Assignment. The records below are to be repeated exactly, minus any pictures.

* * *

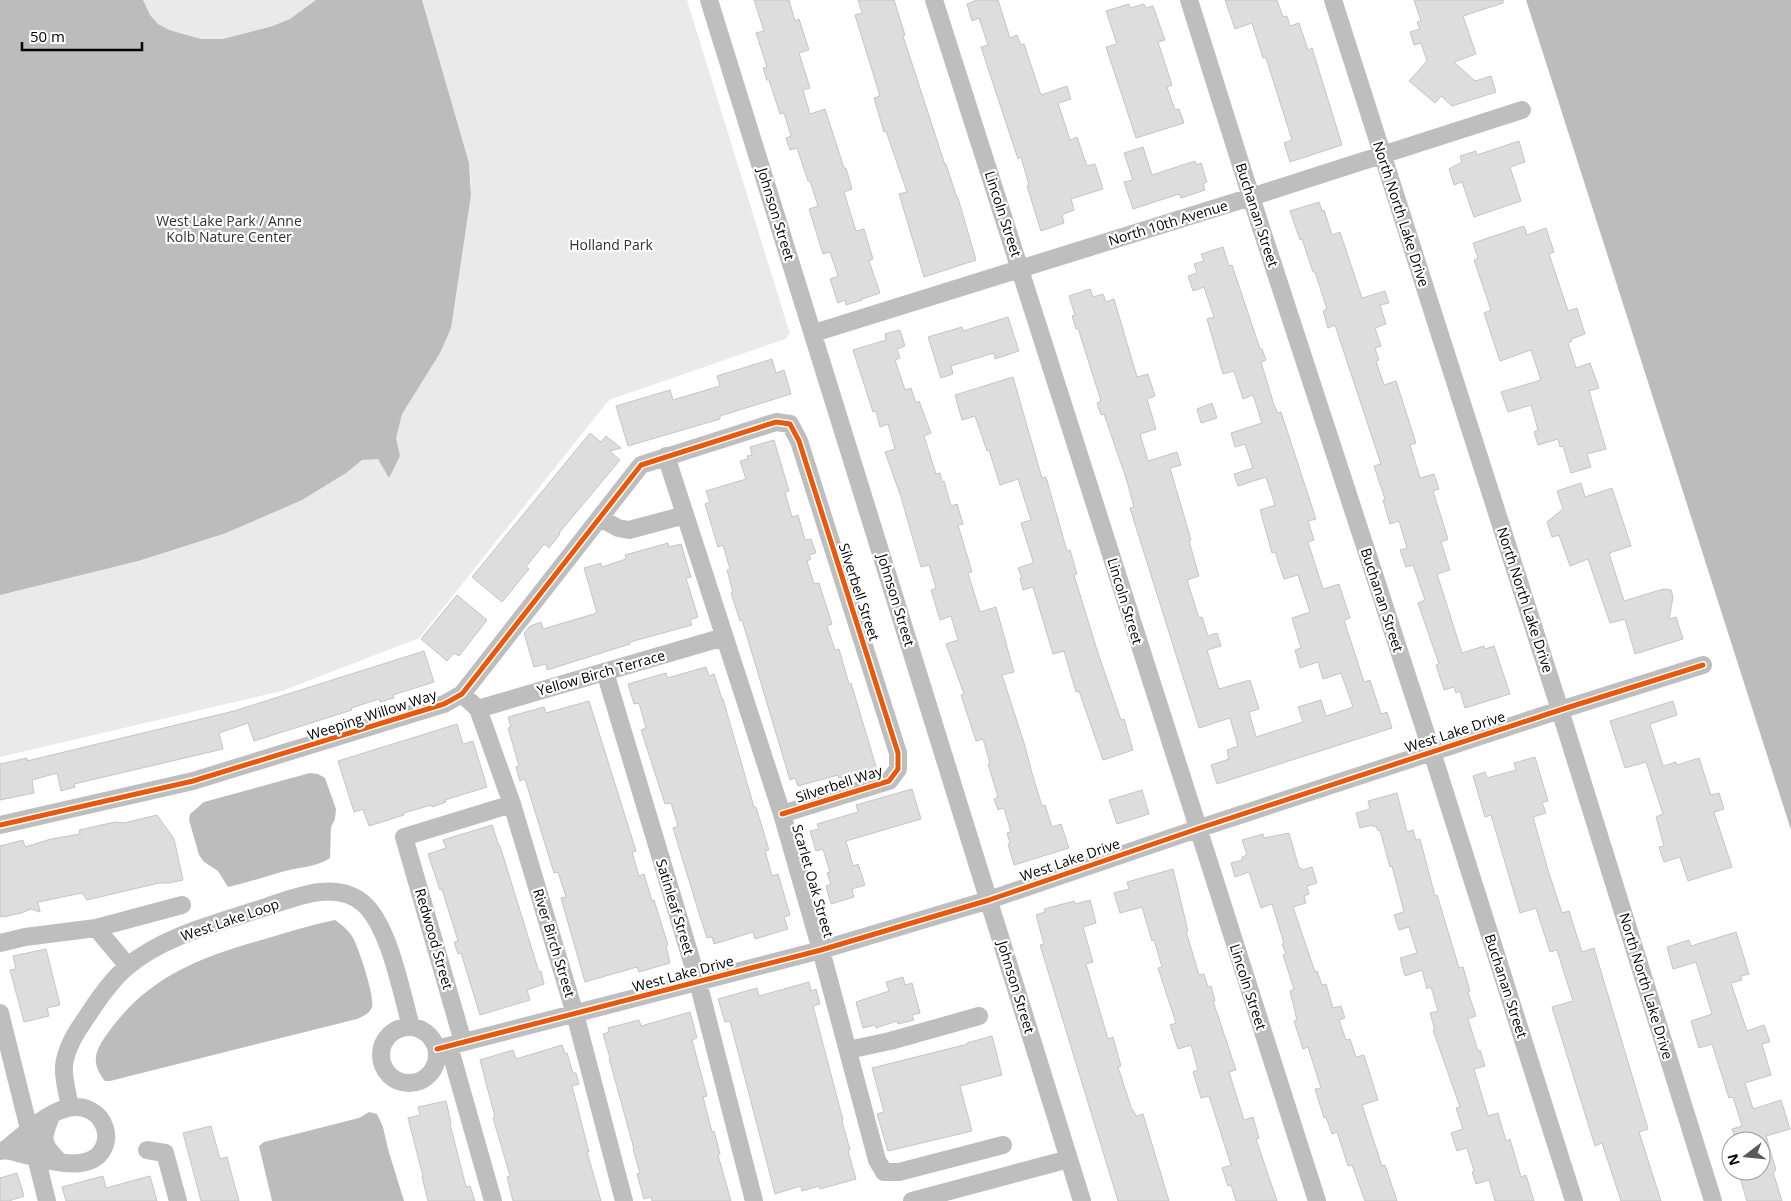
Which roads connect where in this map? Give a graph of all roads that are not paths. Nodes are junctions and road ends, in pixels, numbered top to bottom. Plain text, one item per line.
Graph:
1 (709, 0) edge
2 (934, 0) edge
3 (1189, 0) edge
4 (1334, 0) edge
5 (1522, 110) dead end
6 (1382, 154) junction
7 (1251, 197) junction
8 (1021, 268) junction
9 (814, 333) junction
10 (790, 424) joint
11 (666, 456) junction
12 (685, 515) junction
13 (600, 518) junction
14 (724, 637) junction
15 (1703, 665) dead end
16 (605, 672) junction
17 (462, 694) junction
18 (478, 709) junction
19 (1560, 710) junction
20 (1432, 752) junction
21 (898, 769) joint
22 (512, 804) junction
23 (782, 814) junction
24 (0, 825) edge
25 (1197, 829) junction
26 (989, 900) junction
27 (182, 905) dead end
28 (96, 928) junction
29 (0, 943) edge
30 (821, 950) junction
31 (128, 966) junction
32 (698, 982) junction
33 (0, 1013) edge
34 (575, 1014) junction
35 (980, 1016) dead end
36 (411, 1026) junction
37 (450, 1046) junction
38 (848, 1050) junction
39 (20, 1097) junction
40 (70, 1108) junction
41 (53, 1114) junction
42 (28, 1132) junction
43 (1003, 1145) dead end
44 (2, 1150) edge
45 (147, 1150) dead end
46 (35, 1157) junction
47 (1069, 1159) junction
48 (65, 1162) junction
49 (46, 1199) edge
50 (178, 1201) edge
51 (492, 1201) edge
52 (624, 1201) edge
53 (754, 1201) edge
54 (912, 1201) edge
55 (1082, 1201) edge
56 (1317, 1201) edge
57 (1574, 1201) edge
58 (1713, 1201) edge

1 - 9 street, Johnson Street
2 - 8 street, Lincoln Street
3 - 7 street, Buchanan Street
4 - 6 street, North North Lake Drive
5 - 6 street, North 10th Avenue
6 - 7 street, North 10th Avenue
6 - 19 street, North North Lake Drive
7 - 8 street, North 10th Avenue
7 - 20 street, Buchanan Street
8 - 9 street, North 10th Avenue
8 - 25 street, Lincoln Street
9 - 26 street, Johnson Street
10 - 11 street, Weeping Willow Way
10 - 21 street, Silverbell Street
11 - 12 street, Scarlet Oak Street
11 - 13 street, Weeping Willow Way
12 - 13 street
12 - 14 street, Scarlet Oak Street
13 - 17 street, Weeping Willow Way
14 - 16 street, Yellow Birch Terrace
14 - 23 street, Scarlet Oak Street
15 - 19 street, West Lake Drive
16 - 18 street, Yellow Birch Terrace
16 - 32 street, Satinleaf Street
17 - 18 street, River Birch Street
17 - 24 street, Weeping Willow Way
18 - 22 street, River Birch Street
19 - 20 street, West Lake Drive
19 - 58 street, North North Lake Drive
20 - 25 street, West Lake Drive
20 - 57 street, Buchanan Street
21 - 23 street, Silverbell Way
22 - 34 street, River Birch Street
22 - 37 street, Redwood Street
23 - 30 street, Scarlet Oak Street
25 - 26 street, West Lake Drive
25 - 56 street, Lincoln Street
26 - 30 street, West Lake Drive
26 - 47 street, Johnson Street
27 - 28 street
28 - 29 street
28 - 31 street
30 - 32 street, West Lake Drive
30 - 38 street, Scarlet Oak Street
31 - 36 street, West Lake Loop
31 - 40 street, West Lake Loop
32 - 34 street, West Lake Drive
32 - 53 street, Satinleaf Street
33 - 39 street
34 - 37 street, West Lake Drive
34 - 52 street, River Birch Street
35 - 38 street
36 - 37 street
36 - 37 street
37 - 51 street, Redwood Street
38 - 43 street, Scarlet Oak Street
39 - 41 street
39 - 42 street
40 - 41 street
40 - 48 street
41 - 42 street
41 - 48 street
42 - 44 street
42 - 46 street
44 - 46 street
45 - 50 street
46 - 48 street
46 - 49 street
47 - 54 street
47 - 55 street, Johnson Street
48 - 49 street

* * *

Output for this task.
Which roads connect where in this map? Give a graph of all roads that are not paths. Nodes are junctions and road ends, in pixels, numbered top to bottom. Plain text, one item per line.
Graph:
1 (709, 0) edge
2 (934, 0) edge
3 (1189, 0) edge
4 (1334, 0) edge
5 (1522, 110) dead end
6 (1382, 154) junction
7 (1251, 197) junction
8 (1021, 268) junction
9 (814, 333) junction
10 (790, 424) joint
11 (666, 456) junction
12 (685, 515) junction
13 (600, 518) junction
14 (724, 637) junction
15 (1703, 665) dead end
16 (605, 672) junction
17 (462, 694) junction
18 (478, 709) junction
19 (1560, 710) junction
20 (1432, 752) junction
21 (898, 769) joint
22 (512, 804) junction
23 (782, 814) junction
24 (0, 825) edge
25 (1197, 829) junction
26 (989, 900) junction
27 (182, 905) dead end
28 (96, 928) junction
29 (0, 943) edge
30 (821, 950) junction
31 (128, 966) junction
32 (698, 982) junction
33 (0, 1013) edge
34 (575, 1014) junction
35 (980, 1016) dead end
36 (411, 1026) junction
37 (450, 1046) junction
38 (848, 1050) junction
39 (20, 1097) junction
40 (70, 1108) junction
41 (53, 1114) junction
42 (28, 1132) junction
43 (1003, 1145) dead end
44 (2, 1150) edge
45 (147, 1150) dead end
46 (35, 1157) junction
47 (1069, 1159) junction
48 (65, 1162) junction
49 (46, 1199) edge
50 (178, 1201) edge
51 (492, 1201) edge
52 (624, 1201) edge
53 (754, 1201) edge
54 (912, 1201) edge
55 (1082, 1201) edge
56 (1317, 1201) edge
57 (1574, 1201) edge
58 (1713, 1201) edge

1 - 9 street, Johnson Street
2 - 8 street, Lincoln Street
3 - 7 street, Buchanan Street
4 - 6 street, North North Lake Drive
5 - 6 street, North 10th Avenue
6 - 7 street, North 10th Avenue
6 - 19 street, North North Lake Drive
7 - 8 street, North 10th Avenue
7 - 20 street, Buchanan Street
8 - 9 street, North 10th Avenue
8 - 25 street, Lincoln Street
9 - 26 street, Johnson Street
10 - 11 street, Weeping Willow Way
10 - 21 street, Silverbell Street
11 - 12 street, Scarlet Oak Street
11 - 13 street, Weeping Willow Way
12 - 13 street
12 - 14 street, Scarlet Oak Street
13 - 17 street, Weeping Willow Way
14 - 16 street, Yellow Birch Terrace
14 - 23 street, Scarlet Oak Street
15 - 19 street, West Lake Drive
16 - 18 street, Yellow Birch Terrace
16 - 32 street, Satinleaf Street
17 - 18 street, River Birch Street
17 - 24 street, Weeping Willow Way
18 - 22 street, River Birch Street
19 - 20 street, West Lake Drive
19 - 58 street, North North Lake Drive
20 - 25 street, West Lake Drive
20 - 57 street, Buchanan Street
21 - 23 street, Silverbell Way
22 - 34 street, River Birch Street
22 - 37 street, Redwood Street
23 - 30 street, Scarlet Oak Street
25 - 26 street, West Lake Drive
25 - 56 street, Lincoln Street
26 - 30 street, West Lake Drive
26 - 47 street, Johnson Street
27 - 28 street
28 - 29 street
28 - 31 street
30 - 32 street, West Lake Drive
30 - 38 street, Scarlet Oak Street
31 - 36 street, West Lake Loop
31 - 40 street, West Lake Loop
32 - 34 street, West Lake Drive
32 - 53 street, Satinleaf Street
33 - 39 street
34 - 37 street, West Lake Drive
34 - 52 street, River Birch Street
35 - 38 street
36 - 37 street
36 - 37 street
37 - 51 street, Redwood Street
38 - 43 street, Scarlet Oak Street
39 - 41 street
39 - 42 street
40 - 41 street
40 - 48 street
41 - 42 street
41 - 48 street
42 - 44 street
42 - 46 street
44 - 46 street
45 - 50 street
46 - 48 street
46 - 49 street
47 - 54 street
47 - 55 street, Johnson Street
48 - 49 street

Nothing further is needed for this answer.